Converting commas or other delimiters to a Table or List in SQL Server using T-SQL

Database developers often need to convert a comma-separated value or other delimited items into a tabular format. Delimiters include pipe “|”, hash “#”, dollar “$” and other characters. SQL Server compatibility level 130, and subsequent versions, support a string_split() function to convert delimiter-separated values to rows (table format). For compatibility levels under 130, developers have previously done this with a user-defined function, which incorporates a While loop or Cursor to extract the data.

Why is comma-separated input required for a procedure or T-SQL query?

Execute a program in an iteration using a loop is a common method in the back-end application as well as the database. When iteration count is smaller than expected, the execution time can be less however the number of iterations is bigger which leads to longer processing time. For example, if the application is fetching data from a database with executing a piece of program in a loop by parsing different input parameter application will need to wrap the database response of each iteration. To handle this type of situation, we can execute the same program with a single execution with parsing the comma or delimiter separated values as an input parameter in the database and make it to tabular format in the T-SQL program to proceed with further logic.

Today, many platforms have been changed to micro-service architecture. Not only application but database design could also be structured in micro-service-based architecture and most of the internal communication between the databases is done with integer references only. That is the reason to get some tricky way to achieve better execution from the database side.

Multiple inputs to the same parameter can be accomplished with comma-separated values in the input parameter of the stored procedure or input to the tabular function, and used with the table in a T-SQL statement.
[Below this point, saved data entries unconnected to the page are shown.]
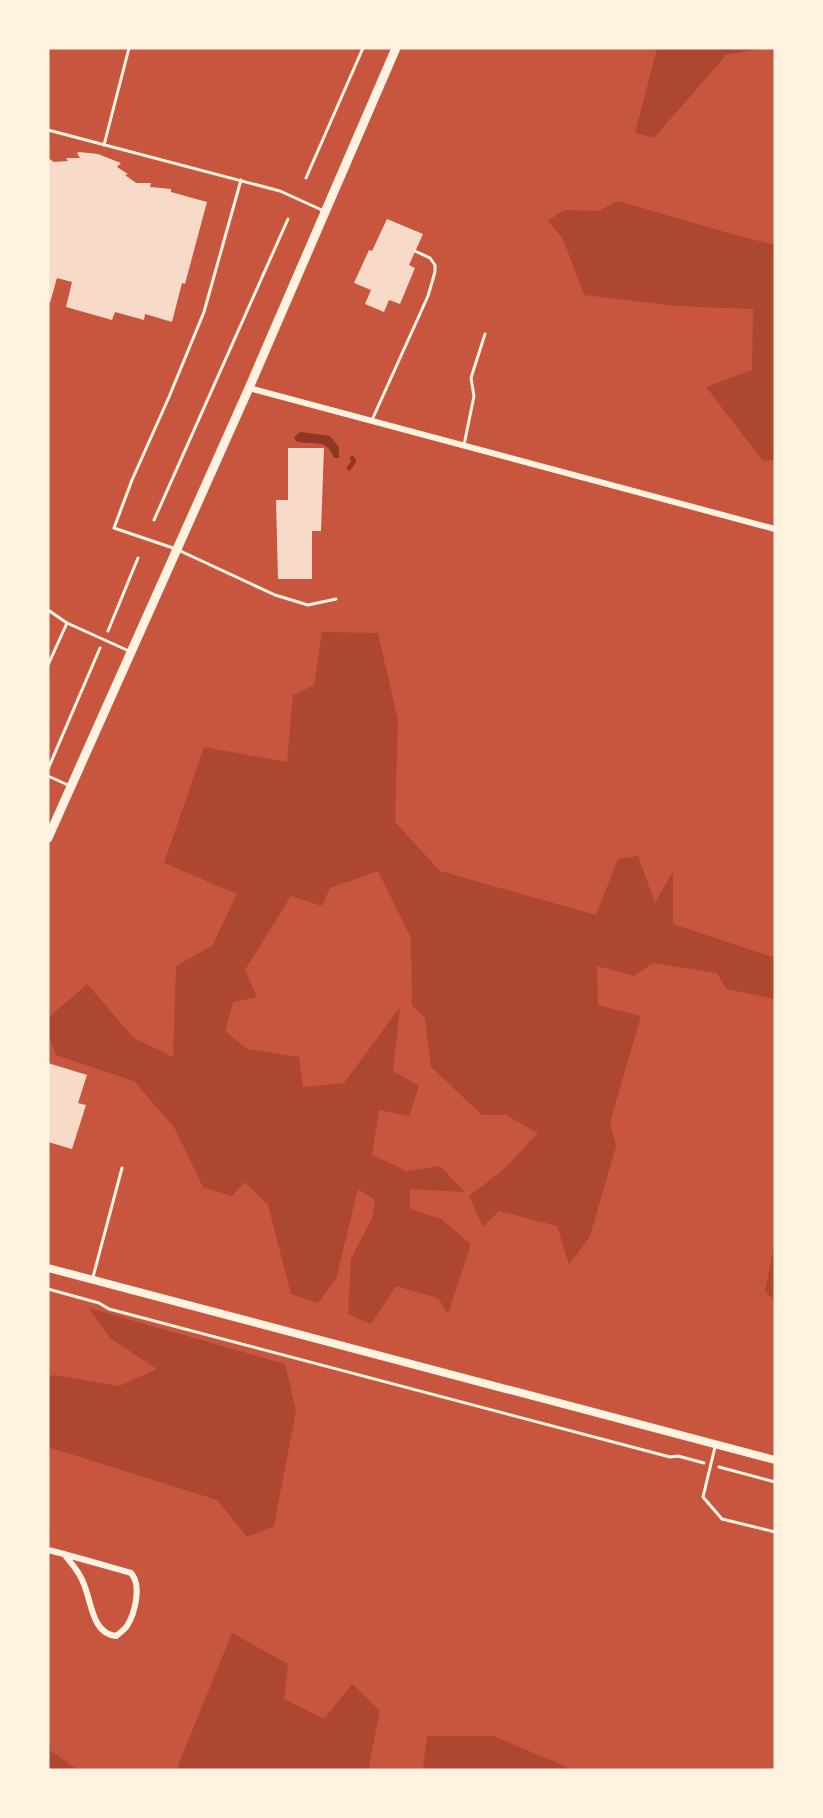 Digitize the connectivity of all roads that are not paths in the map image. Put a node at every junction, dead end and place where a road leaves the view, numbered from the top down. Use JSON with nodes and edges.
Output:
{"nodes":[{"id":1,"x":129,"y":48,"type":"edge"},
{"id":2,"x":396,"y":48,"type":"edge"},
{"id":3,"x":48,"y":130,"type":"edge"},
{"id":4,"x":104,"y":145,"type":"junction"},
{"id":5,"x":241,"y":180,"type":"junction"},
{"id":6,"x":325,"y":211,"type":"junction"},
{"id":7,"x":415,"y":251,"type":"dead end"},
{"id":8,"x":485,"y":334,"type":"dead end"},
{"id":9,"x":249,"y":388,"type":"junction"},
{"id":10,"x":371,"y":422,"type":"junction"},
{"id":11,"x":463,"y":446,"type":"junction"},
{"id":12,"x":775,"y":529,"type":"edge"},
{"id":13,"x":176,"y":549,"type":"junction"},
{"id":14,"x":336,"y":599,"type":"dead end"},
{"id":15,"x":48,"y":610,"type":"edge"},
{"id":16,"x":67,"y":623,"type":"junction"},
{"id":17,"x":131,"y":652,"type":"junction"},
{"id":18,"x":48,"y":665,"type":"edge"},
{"id":19,"x":48,"y":776,"type":"edge"},
{"id":20,"x":70,"y":786,"type":"junction"},
{"id":21,"x":48,"y":838,"type":"edge"},
{"id":22,"x":122,"y":1168,"type":"dead end"},
{"id":23,"x":48,"y":1268,"type":"edge"},
{"id":24,"x":92,"y":1279,"type":"junction"},
{"id":25,"x":715,"y":1445,"type":"junction"},
{"id":26,"x":775,"y":1460,"type":"edge"},
{"id":27,"x":775,"y":1532,"type":"edge"},
{"id":28,"x":48,"y":1550,"type":"edge"},
{"id":29,"x":64,"y":1554,"type":"junction"}],
"edges":[{"from":1,"to":4,"type":"lane"},
{"from":2,"to":6,"type":"main road"},
{"from":3,"to":4,"type":"lane"},
{"from":4,"to":5,"type":"lane"},
{"from":5,"to":6,"type":"lane"},
{"from":5,"to":13,"type":"lane"},
{"from":6,"to":9,"type":"main road"},
{"from":7,"to":10,"type":"lane"},
{"from":8,"to":11,"type":"lane"},
{"from":9,"to":10,"type":"street"},
{"from":9,"to":13,"type":"main road"},
{"from":10,"to":11,"type":"street"},
{"from":11,"to":12,"type":"street"},
{"from":13,"to":14,"type":"lane"},
{"from":13,"to":17,"type":"main road"},
{"from":15,"to":16,"type":"lane"},
{"from":16,"to":17,"type":"lane"},
{"from":16,"to":18,"type":"lane"},
{"from":17,"to":20,"type":"main road"},
{"from":19,"to":20,"type":"lane"},
{"from":20,"to":21,"type":"main road"},
{"from":22,"to":24,"type":"lane"},
{"from":23,"to":24,"type":"street"},
{"from":24,"to":25,"type":"street"},
{"from":25,"to":26,"type":"street"},
{"from":25,"to":27,"type":"lane"},
{"from":28,"to":29,"type":"street"},
{"from":29,"to":29,"type":"street"}]} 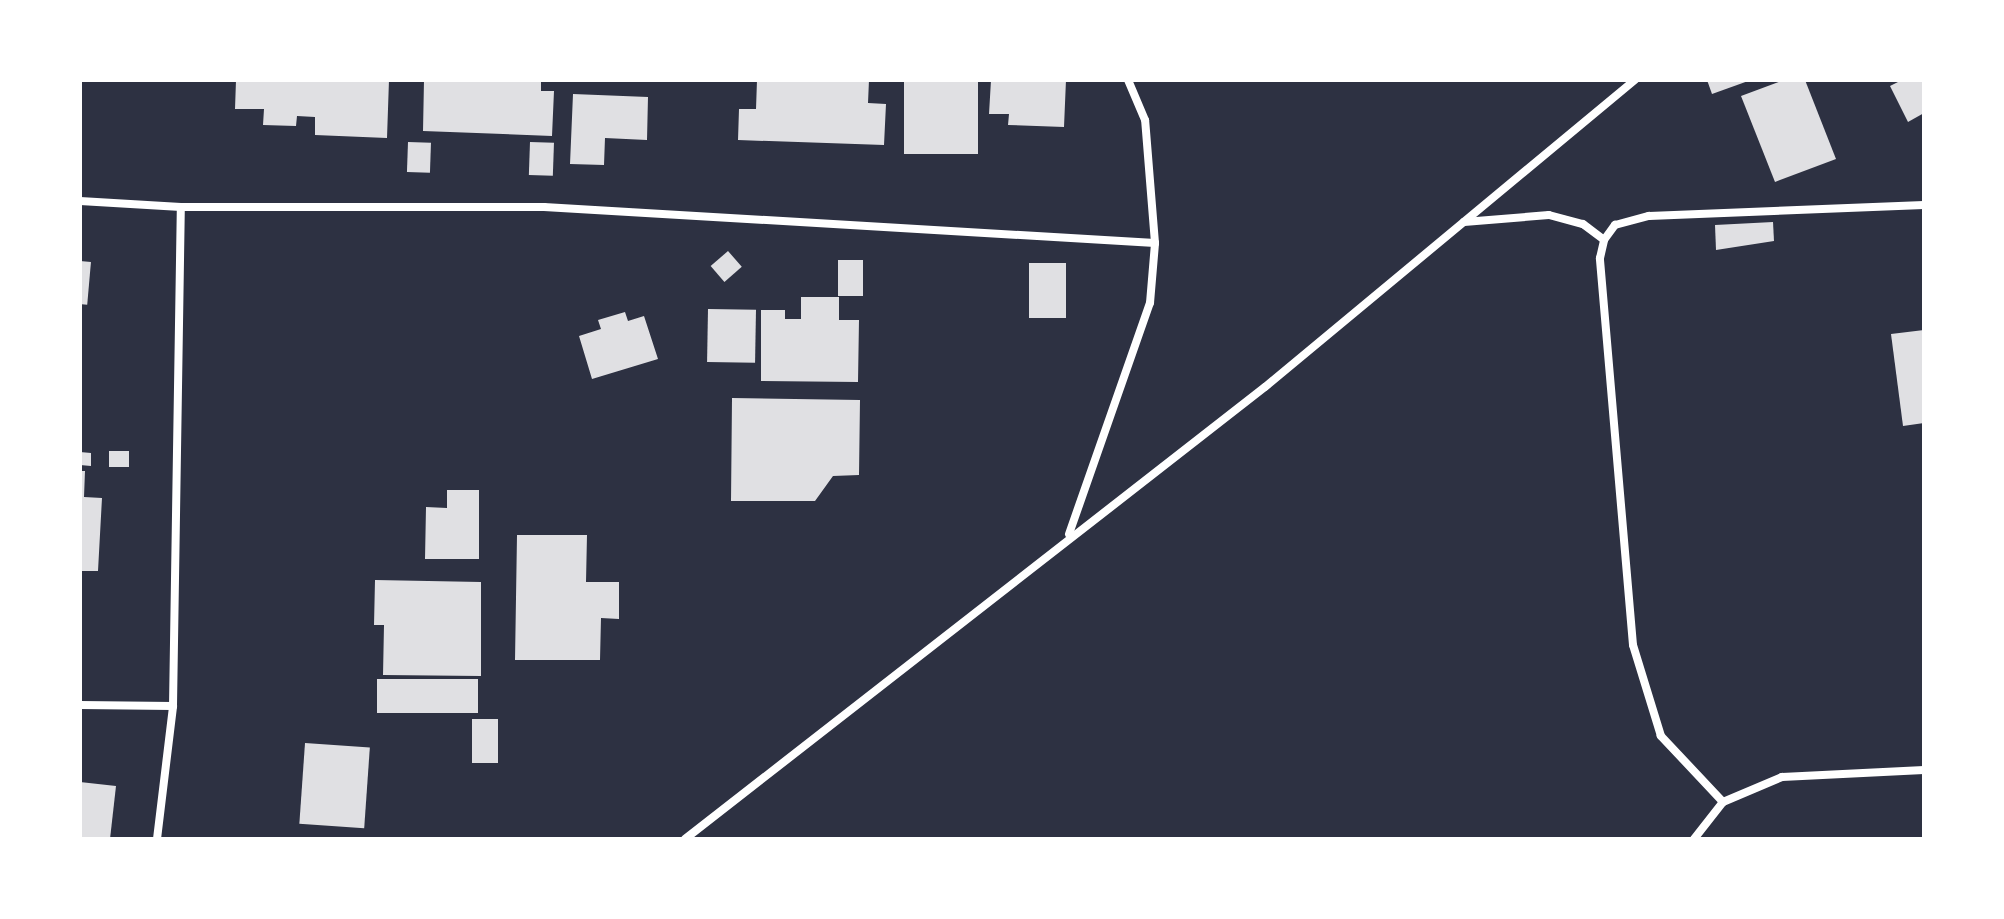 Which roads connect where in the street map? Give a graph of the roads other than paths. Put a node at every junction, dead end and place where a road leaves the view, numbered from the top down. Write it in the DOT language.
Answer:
graph roads {
  1 [pos="1128,80"];
  2 [pos="1635,80"];
  3 [pos="80,201"];
  4 [pos="1924,205"];
  5 [pos="181,207"];
  6 [pos="1464,222"];
  7 [pos="1604,240"];
  8 [pos="1155,243"];
  9 [pos="1069,535"];
  10 [pos="80,705"];
  11 [pos="173,706"];
  12 [pos="1924,770"];
  13 [pos="1723,802"];
  14 [pos="157,839"];
  15 [pos="685,839"];
  16 [pos="1694,839"];
  1 -- 8 [label="street"];
  2 -- 6 [label="street"];
  3 -- 5 [label="street"];
  4 -- 7 [label="street"];
  5 -- 8 [label="street"];
  5 -- 11 [label="street"];
  6 -- 7 [label="street"];
  6 -- 9 [label="street"];
  7 -- 13 [label="street"];
  8 -- 9 [label="street"];
  9 -- 15 [label="street"];
  10 -- 11 [label="street"];
  11 -- 14 [label="street"];
  12 -- 13 [label="street"];
  13 -- 16 [label="street"];
} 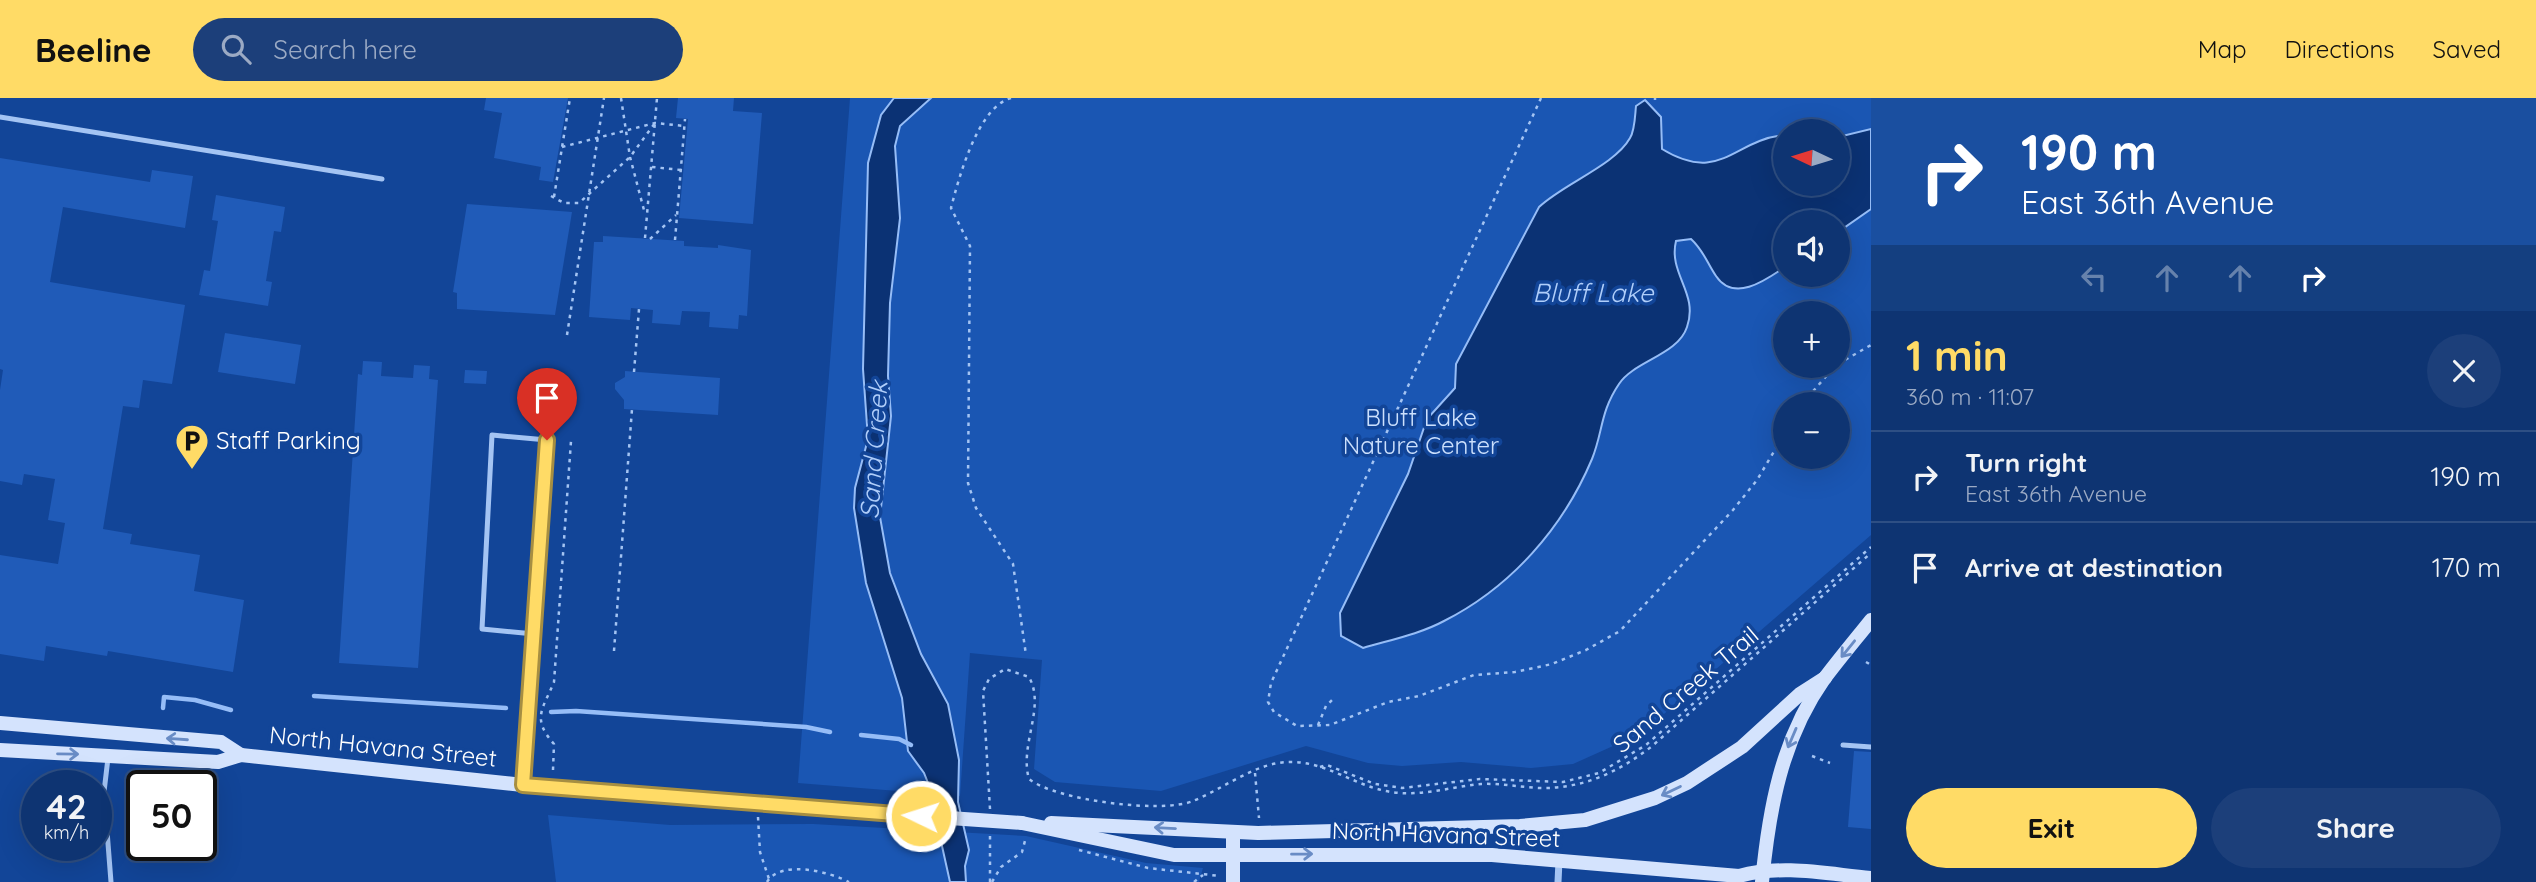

There may be more situations for this strategy when using T-SQL. While programming with SQL Server, a developer must break a string into elements using a separator. Using the split function against the string defines the separator as an input parameter. The entire string will be split and returned as a table. In certain circumstances, the input parameter can be a combination of two or more character-separated values for each set of input. For instance:

N’203616, 198667, 193718, 188769,…’ N’1021|203616$1021|198667$1022|193718$1022|188769$…’ N’1021|203616,198667$1022|193718,188769$…’

There are advantages to single-thread execution with comma-separated values over multi-thread execution in SQL Server:

Single execution for part of the program, resulting in the number of input
Single read or write operation over the database tables instead of several iterations using a loop
One-time server asset use
No more hurdles on the back-end application to set up a response from multiple result sets
One-shot commit means that the database/SQL Server won’t block the transaction and slow things down. Thus, no blocking possibilities
Easy to oversee transaction consistency

Split function using loop

In most cases, a developer writes the table-valued function with a loop to extract the data from comma-separated values to a list or table format. A loop extracts the tuple one by one with the recursion. Performance issues can arise when working with the large input parameter since it will take more time to extract it. Here, we have a simple function with the name of split_string, which is using a loop inside the table-valued function. This function allows two arguments or input parameters (1 – input string and 2 – delimiter):

CREATE FUNCTION split_string

(

@in_string VARCHAR(MAX),

@delimeter VARCHAR(1)

)

RETURNS @list TABLE(tuple VARCHAR(100))

BEGIN

WHILE LEN(@in_string) > 0

BEGIN

INSERT INTO @list(tuple)

SELECT left(@in_string, charindex(@delimiter, @in_string+',') -1) as tuple

SET @in_string = stuff(@in_string, 1, charindex(@delimiter, @in_string + @delimiter), '')

end

RETURN

END

A result-set table returned by this function contains every substring of the input parameter string which is separated by the delimiter. The substrings in the table are in the order in which they happen in the input parameter. If the separator or delimiter doesn’t coordinate with any piece of the input string, then the output table will have only one component. The tabular function will return the result set in a row-column format from the comma-separated string.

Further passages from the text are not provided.